WHAT IS BEING ASKED —
Extract the listing in its entirety, keeping each line identical to the original.

>>>>

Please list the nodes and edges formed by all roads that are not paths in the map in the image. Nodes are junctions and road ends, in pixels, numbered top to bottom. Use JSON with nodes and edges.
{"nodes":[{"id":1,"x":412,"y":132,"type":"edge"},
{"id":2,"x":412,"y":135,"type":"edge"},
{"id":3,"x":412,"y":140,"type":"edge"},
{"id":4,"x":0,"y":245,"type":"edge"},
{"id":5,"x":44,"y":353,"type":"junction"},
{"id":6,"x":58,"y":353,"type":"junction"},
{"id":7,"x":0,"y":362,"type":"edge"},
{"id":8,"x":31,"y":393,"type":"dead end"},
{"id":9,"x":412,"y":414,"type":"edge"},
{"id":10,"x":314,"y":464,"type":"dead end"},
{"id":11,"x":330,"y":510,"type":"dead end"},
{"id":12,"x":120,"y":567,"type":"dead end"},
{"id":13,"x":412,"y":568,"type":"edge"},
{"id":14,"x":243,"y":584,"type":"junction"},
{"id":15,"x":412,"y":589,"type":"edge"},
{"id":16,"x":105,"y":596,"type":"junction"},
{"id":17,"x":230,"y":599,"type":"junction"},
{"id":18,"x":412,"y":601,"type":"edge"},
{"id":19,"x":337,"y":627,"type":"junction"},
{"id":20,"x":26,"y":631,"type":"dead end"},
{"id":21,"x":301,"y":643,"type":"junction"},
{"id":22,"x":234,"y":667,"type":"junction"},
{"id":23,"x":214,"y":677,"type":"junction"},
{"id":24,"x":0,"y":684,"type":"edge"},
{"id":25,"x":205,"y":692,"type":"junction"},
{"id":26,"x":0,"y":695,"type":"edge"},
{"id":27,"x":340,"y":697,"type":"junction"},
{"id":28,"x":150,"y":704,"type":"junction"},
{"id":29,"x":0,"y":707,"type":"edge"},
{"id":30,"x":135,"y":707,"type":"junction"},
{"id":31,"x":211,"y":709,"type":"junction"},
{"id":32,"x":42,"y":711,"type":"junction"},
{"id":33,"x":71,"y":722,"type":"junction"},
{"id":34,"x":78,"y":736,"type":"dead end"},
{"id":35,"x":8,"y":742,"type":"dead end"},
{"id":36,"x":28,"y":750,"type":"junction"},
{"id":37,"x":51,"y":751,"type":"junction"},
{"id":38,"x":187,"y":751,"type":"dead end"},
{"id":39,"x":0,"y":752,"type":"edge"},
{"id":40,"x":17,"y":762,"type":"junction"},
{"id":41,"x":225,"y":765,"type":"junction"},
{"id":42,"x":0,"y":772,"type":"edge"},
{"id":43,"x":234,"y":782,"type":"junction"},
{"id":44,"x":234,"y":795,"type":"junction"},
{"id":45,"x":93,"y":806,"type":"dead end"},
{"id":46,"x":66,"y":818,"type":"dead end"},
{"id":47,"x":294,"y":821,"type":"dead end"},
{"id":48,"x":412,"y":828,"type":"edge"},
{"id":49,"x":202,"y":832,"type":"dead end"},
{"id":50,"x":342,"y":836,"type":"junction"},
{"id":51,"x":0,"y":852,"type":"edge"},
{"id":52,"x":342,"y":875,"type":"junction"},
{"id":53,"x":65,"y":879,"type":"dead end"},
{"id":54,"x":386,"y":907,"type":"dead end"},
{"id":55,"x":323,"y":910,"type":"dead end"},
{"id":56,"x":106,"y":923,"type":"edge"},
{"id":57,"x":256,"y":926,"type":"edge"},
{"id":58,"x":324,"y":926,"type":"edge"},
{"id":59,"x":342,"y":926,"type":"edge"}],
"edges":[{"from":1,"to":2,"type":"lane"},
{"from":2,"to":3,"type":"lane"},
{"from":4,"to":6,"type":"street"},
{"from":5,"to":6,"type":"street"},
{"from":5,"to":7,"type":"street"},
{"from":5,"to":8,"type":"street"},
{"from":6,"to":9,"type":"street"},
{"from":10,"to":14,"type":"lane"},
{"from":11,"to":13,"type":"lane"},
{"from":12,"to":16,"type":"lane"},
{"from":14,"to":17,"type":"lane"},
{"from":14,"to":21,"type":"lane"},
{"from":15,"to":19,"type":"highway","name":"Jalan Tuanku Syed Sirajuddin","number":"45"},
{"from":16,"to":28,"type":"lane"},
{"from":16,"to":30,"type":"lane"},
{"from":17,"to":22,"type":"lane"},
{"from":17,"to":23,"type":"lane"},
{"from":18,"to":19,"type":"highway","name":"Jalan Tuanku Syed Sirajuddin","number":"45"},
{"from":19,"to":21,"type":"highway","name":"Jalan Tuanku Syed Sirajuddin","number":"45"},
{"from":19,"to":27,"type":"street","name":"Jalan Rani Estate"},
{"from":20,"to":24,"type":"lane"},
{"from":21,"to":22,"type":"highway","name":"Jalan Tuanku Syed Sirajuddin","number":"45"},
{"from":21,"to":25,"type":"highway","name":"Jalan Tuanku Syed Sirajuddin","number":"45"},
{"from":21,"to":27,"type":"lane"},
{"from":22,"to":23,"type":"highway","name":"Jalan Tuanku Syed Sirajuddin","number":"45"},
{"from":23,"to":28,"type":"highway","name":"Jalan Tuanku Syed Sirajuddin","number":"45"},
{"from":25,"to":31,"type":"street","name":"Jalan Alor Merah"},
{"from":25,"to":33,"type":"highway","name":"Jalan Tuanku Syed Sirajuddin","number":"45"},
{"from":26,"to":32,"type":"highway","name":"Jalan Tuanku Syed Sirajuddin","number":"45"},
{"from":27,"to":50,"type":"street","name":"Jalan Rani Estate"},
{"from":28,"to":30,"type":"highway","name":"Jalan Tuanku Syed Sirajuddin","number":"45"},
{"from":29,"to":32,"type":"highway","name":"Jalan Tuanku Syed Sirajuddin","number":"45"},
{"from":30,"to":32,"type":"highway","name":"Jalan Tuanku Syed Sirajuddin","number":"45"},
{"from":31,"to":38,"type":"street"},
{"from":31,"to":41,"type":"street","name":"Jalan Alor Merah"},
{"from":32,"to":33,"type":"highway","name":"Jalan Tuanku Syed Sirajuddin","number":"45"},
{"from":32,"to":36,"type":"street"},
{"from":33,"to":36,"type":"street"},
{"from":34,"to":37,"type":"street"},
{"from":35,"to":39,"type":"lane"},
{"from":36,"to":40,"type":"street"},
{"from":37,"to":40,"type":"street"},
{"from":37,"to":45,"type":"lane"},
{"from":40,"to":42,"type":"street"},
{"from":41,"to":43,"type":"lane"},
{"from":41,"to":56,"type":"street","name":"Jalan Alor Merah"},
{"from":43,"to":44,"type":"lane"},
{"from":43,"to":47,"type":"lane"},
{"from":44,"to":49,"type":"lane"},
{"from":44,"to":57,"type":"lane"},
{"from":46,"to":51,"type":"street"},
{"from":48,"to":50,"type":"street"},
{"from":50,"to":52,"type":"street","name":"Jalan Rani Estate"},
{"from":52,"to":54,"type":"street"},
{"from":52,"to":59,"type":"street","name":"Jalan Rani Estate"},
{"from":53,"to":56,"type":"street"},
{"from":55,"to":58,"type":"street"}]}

<<<<

ANSWER FOR THIS EXERCISE —
Please list the nodes and edges formed by all roads that are not paths in the map in the image. Nodes are junctions and road ends, in pixels, numbered top to bottom. Use JSON with nodes and edges.
{"nodes":[{"id":1,"x":412,"y":132,"type":"edge"},
{"id":2,"x":412,"y":135,"type":"edge"},
{"id":3,"x":412,"y":140,"type":"edge"},
{"id":4,"x":0,"y":245,"type":"edge"},
{"id":5,"x":44,"y":353,"type":"junction"},
{"id":6,"x":58,"y":353,"type":"junction"},
{"id":7,"x":0,"y":362,"type":"edge"},
{"id":8,"x":31,"y":393,"type":"dead end"},
{"id":9,"x":412,"y":414,"type":"edge"},
{"id":10,"x":314,"y":464,"type":"dead end"},
{"id":11,"x":330,"y":510,"type":"dead end"},
{"id":12,"x":120,"y":567,"type":"dead end"},
{"id":13,"x":412,"y":568,"type":"edge"},
{"id":14,"x":243,"y":584,"type":"junction"},
{"id":15,"x":412,"y":589,"type":"edge"},
{"id":16,"x":105,"y":596,"type":"junction"},
{"id":17,"x":230,"y":599,"type":"junction"},
{"id":18,"x":412,"y":601,"type":"edge"},
{"id":19,"x":337,"y":627,"type":"junction"},
{"id":20,"x":26,"y":631,"type":"dead end"},
{"id":21,"x":301,"y":643,"type":"junction"},
{"id":22,"x":234,"y":667,"type":"junction"},
{"id":23,"x":214,"y":677,"type":"junction"},
{"id":24,"x":0,"y":684,"type":"edge"},
{"id":25,"x":205,"y":692,"type":"junction"},
{"id":26,"x":0,"y":695,"type":"edge"},
{"id":27,"x":340,"y":697,"type":"junction"},
{"id":28,"x":150,"y":704,"type":"junction"},
{"id":29,"x":0,"y":707,"type":"edge"},
{"id":30,"x":135,"y":707,"type":"junction"},
{"id":31,"x":211,"y":709,"type":"junction"},
{"id":32,"x":42,"y":711,"type":"junction"},
{"id":33,"x":71,"y":722,"type":"junction"},
{"id":34,"x":78,"y":736,"type":"dead end"},
{"id":35,"x":8,"y":742,"type":"dead end"},
{"id":36,"x":28,"y":750,"type":"junction"},
{"id":37,"x":51,"y":751,"type":"junction"},
{"id":38,"x":187,"y":751,"type":"dead end"},
{"id":39,"x":0,"y":752,"type":"edge"},
{"id":40,"x":17,"y":762,"type":"junction"},
{"id":41,"x":225,"y":765,"type":"junction"},
{"id":42,"x":0,"y":772,"type":"edge"},
{"id":43,"x":234,"y":782,"type":"junction"},
{"id":44,"x":234,"y":795,"type":"junction"},
{"id":45,"x":93,"y":806,"type":"dead end"},
{"id":46,"x":66,"y":818,"type":"dead end"},
{"id":47,"x":294,"y":821,"type":"dead end"},
{"id":48,"x":412,"y":828,"type":"edge"},
{"id":49,"x":202,"y":832,"type":"dead end"},
{"id":50,"x":342,"y":836,"type":"junction"},
{"id":51,"x":0,"y":852,"type":"edge"},
{"id":52,"x":342,"y":875,"type":"junction"},
{"id":53,"x":65,"y":879,"type":"dead end"},
{"id":54,"x":386,"y":907,"type":"dead end"},
{"id":55,"x":323,"y":910,"type":"dead end"},
{"id":56,"x":106,"y":923,"type":"edge"},
{"id":57,"x":256,"y":926,"type":"edge"},
{"id":58,"x":324,"y":926,"type":"edge"},
{"id":59,"x":342,"y":926,"type":"edge"}],
"edges":[{"from":1,"to":2,"type":"lane"},
{"from":2,"to":3,"type":"lane"},
{"from":4,"to":6,"type":"street"},
{"from":5,"to":6,"type":"street"},
{"from":5,"to":7,"type":"street"},
{"from":5,"to":8,"type":"street"},
{"from":6,"to":9,"type":"street"},
{"from":10,"to":14,"type":"lane"},
{"from":11,"to":13,"type":"lane"},
{"from":12,"to":16,"type":"lane"},
{"from":14,"to":17,"type":"lane"},
{"from":14,"to":21,"type":"lane"},
{"from":15,"to":19,"type":"highway","name":"Jalan Tuanku Syed Sirajuddin","number":"45"},
{"from":16,"to":28,"type":"lane"},
{"from":16,"to":30,"type":"lane"},
{"from":17,"to":22,"type":"lane"},
{"from":17,"to":23,"type":"lane"},
{"from":18,"to":19,"type":"highway","name":"Jalan Tuanku Syed Sirajuddin","number":"45"},
{"from":19,"to":21,"type":"highway","name":"Jalan Tuanku Syed Sirajuddin","number":"45"},
{"from":19,"to":27,"type":"street","name":"Jalan Rani Estate"},
{"from":20,"to":24,"type":"lane"},
{"from":21,"to":22,"type":"highway","name":"Jalan Tuanku Syed Sirajuddin","number":"45"},
{"from":21,"to":25,"type":"highway","name":"Jalan Tuanku Syed Sirajuddin","number":"45"},
{"from":21,"to":27,"type":"lane"},
{"from":22,"to":23,"type":"highway","name":"Jalan Tuanku Syed Sirajuddin","number":"45"},
{"from":23,"to":28,"type":"highway","name":"Jalan Tuanku Syed Sirajuddin","number":"45"},
{"from":25,"to":31,"type":"street","name":"Jalan Alor Merah"},
{"from":25,"to":33,"type":"highway","name":"Jalan Tuanku Syed Sirajuddin","number":"45"},
{"from":26,"to":32,"type":"highway","name":"Jalan Tuanku Syed Sirajuddin","number":"45"},
{"from":27,"to":50,"type":"street","name":"Jalan Rani Estate"},
{"from":28,"to":30,"type":"highway","name":"Jalan Tuanku Syed Sirajuddin","number":"45"},
{"from":29,"to":32,"type":"highway","name":"Jalan Tuanku Syed Sirajuddin","number":"45"},
{"from":30,"to":32,"type":"highway","name":"Jalan Tuanku Syed Sirajuddin","number":"45"},
{"from":31,"to":38,"type":"street"},
{"from":31,"to":41,"type":"street","name":"Jalan Alor Merah"},
{"from":32,"to":33,"type":"highway","name":"Jalan Tuanku Syed Sirajuddin","number":"45"},
{"from":32,"to":36,"type":"street"},
{"from":33,"to":36,"type":"street"},
{"from":34,"to":37,"type":"street"},
{"from":35,"to":39,"type":"lane"},
{"from":36,"to":40,"type":"street"},
{"from":37,"to":40,"type":"street"},
{"from":37,"to":45,"type":"lane"},
{"from":40,"to":42,"type":"street"},
{"from":41,"to":43,"type":"lane"},
{"from":41,"to":56,"type":"street","name":"Jalan Alor Merah"},
{"from":43,"to":44,"type":"lane"},
{"from":43,"to":47,"type":"lane"},
{"from":44,"to":49,"type":"lane"},
{"from":44,"to":57,"type":"lane"},
{"from":46,"to":51,"type":"street"},
{"from":48,"to":50,"type":"street"},
{"from":50,"to":52,"type":"street","name":"Jalan Rani Estate"},
{"from":52,"to":54,"type":"street"},
{"from":52,"to":59,"type":"street","name":"Jalan Rani Estate"},
{"from":53,"to":56,"type":"street"},
{"from":55,"to":58,"type":"street"}]}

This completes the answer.